Quick reference: amber colors at a glance
Color Typical origin Natural vs treated Best lighting Best use case Lemon (pale yellow) Baltic Mostly heat-clarified 2700K-3000K warm Bright/cool rooms, kitchens Honey (golden) Baltic (most common) Mostly natural 2700K warm Living rooms, default choice Cognac (deep brown-amber) Baltic, sometimes Dominican Often heat-darkened 2700K-4000K North-facing rooms, executive desks Cherry (red-brown) Burmese (natural), Baltic (treated) Mostly heat-treated 2700K warm Dramatic display pieces Green Dominican (rare) Usually treated 4000K daylight Collector pieces, statement display Royal white Baltic Natural (gas bubbles) 3000K-4000K Carving, sculptural pieces
Frequently asked questions
Is darker amber more valuable than lighter amber?
Not automatically. Rarity drives price more than darkness. Natural lemon, natural cherry, and authentic green are all rarer (and pricier) than mid-tone honey.

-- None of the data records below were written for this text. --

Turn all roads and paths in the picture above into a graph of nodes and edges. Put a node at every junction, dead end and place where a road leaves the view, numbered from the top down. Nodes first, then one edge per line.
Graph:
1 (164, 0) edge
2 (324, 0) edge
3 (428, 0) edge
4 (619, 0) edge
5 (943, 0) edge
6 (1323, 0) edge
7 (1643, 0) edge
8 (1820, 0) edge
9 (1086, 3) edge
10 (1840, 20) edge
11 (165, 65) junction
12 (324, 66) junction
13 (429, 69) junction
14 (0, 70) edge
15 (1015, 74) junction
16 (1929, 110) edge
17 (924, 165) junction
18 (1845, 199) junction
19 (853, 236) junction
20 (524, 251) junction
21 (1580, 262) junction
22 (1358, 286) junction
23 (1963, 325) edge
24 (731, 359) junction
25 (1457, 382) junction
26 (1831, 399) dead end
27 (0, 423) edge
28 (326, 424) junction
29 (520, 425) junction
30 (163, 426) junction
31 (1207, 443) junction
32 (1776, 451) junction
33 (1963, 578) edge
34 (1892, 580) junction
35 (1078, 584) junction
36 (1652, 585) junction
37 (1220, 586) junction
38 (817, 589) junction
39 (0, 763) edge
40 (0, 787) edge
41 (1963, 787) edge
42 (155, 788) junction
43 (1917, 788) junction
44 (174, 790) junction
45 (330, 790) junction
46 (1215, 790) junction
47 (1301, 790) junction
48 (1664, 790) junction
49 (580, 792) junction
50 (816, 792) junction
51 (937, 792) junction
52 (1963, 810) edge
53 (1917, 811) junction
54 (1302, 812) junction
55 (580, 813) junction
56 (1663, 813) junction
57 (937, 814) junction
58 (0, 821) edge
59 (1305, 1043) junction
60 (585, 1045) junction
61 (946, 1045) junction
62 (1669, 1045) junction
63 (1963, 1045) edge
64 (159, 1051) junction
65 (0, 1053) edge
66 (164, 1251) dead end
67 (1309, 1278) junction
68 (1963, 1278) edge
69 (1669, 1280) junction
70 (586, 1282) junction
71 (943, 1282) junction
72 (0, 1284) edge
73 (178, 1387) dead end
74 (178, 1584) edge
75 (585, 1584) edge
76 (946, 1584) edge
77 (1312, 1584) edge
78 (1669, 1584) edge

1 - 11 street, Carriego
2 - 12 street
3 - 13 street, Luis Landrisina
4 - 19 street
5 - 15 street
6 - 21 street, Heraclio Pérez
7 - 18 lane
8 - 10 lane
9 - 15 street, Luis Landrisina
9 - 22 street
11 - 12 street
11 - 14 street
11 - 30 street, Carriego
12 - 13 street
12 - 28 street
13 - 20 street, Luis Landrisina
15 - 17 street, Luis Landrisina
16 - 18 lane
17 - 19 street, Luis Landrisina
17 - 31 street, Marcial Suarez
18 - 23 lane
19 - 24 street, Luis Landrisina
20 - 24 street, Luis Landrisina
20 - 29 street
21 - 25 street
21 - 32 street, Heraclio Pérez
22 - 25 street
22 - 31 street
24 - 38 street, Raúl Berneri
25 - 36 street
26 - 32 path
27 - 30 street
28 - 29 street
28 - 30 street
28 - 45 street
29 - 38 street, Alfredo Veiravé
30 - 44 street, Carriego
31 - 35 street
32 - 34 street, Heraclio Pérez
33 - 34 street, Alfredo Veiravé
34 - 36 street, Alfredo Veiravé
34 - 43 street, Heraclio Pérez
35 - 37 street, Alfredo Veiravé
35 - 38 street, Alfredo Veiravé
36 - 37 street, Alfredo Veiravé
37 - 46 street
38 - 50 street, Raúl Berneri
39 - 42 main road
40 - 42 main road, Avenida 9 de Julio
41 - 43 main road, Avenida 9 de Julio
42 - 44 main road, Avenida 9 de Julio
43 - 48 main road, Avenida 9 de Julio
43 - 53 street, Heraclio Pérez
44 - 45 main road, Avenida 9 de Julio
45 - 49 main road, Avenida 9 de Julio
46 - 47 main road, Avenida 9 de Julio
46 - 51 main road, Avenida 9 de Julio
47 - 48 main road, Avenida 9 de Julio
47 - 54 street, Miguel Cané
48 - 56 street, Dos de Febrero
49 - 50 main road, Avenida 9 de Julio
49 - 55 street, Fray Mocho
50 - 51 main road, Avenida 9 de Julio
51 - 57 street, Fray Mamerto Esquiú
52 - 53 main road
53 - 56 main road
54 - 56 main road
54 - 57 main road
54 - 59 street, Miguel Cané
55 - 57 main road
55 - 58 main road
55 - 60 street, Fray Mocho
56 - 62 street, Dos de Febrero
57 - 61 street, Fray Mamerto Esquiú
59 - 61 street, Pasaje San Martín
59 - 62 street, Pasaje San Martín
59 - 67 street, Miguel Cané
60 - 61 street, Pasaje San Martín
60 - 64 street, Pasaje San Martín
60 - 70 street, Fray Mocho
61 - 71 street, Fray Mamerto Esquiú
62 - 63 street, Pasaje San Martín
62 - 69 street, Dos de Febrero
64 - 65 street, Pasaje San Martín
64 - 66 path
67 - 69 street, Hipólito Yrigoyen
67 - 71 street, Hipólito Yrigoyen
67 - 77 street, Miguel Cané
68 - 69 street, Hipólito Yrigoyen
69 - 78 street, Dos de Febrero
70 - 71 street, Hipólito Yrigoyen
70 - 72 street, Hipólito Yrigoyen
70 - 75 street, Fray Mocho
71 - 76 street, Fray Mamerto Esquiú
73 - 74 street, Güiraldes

Cognac is common because heat treatment can produce it from any honey amber.
Why does my amber piece look different in photos than in person?
Phone cameras over-saturate warm tones. Honey amber photographs more orange than it looks. View any amber piece in the actual lighting where it'll live before committing.
Can I change the color of amber I already own?
Don't try. Home heat-treatment ruins amber 9 times out of 10, uneven oxidation, cracks, and lost transparency. Color shifts are done in pressurized inert-gas ovens, not kitchen ovens.
What color is the amber in the famous 1993 dinosaur film?
The fictional 'mosquito-DNA' amber from the films is warm cognac-honey, a classic Baltic-style middle tone. VEOJEIN's mosquito-in-amber pieces match that screen-accurate tone.
Does amber fade over time?
Genuine fossil amber is photochemically stable for thousands of years. It oxidizes incredibly slowly. Cheap modern resin replicas, on the other hand, can yellow noticeably in 1-3 years under UV. Always ask about UV stability for replicas.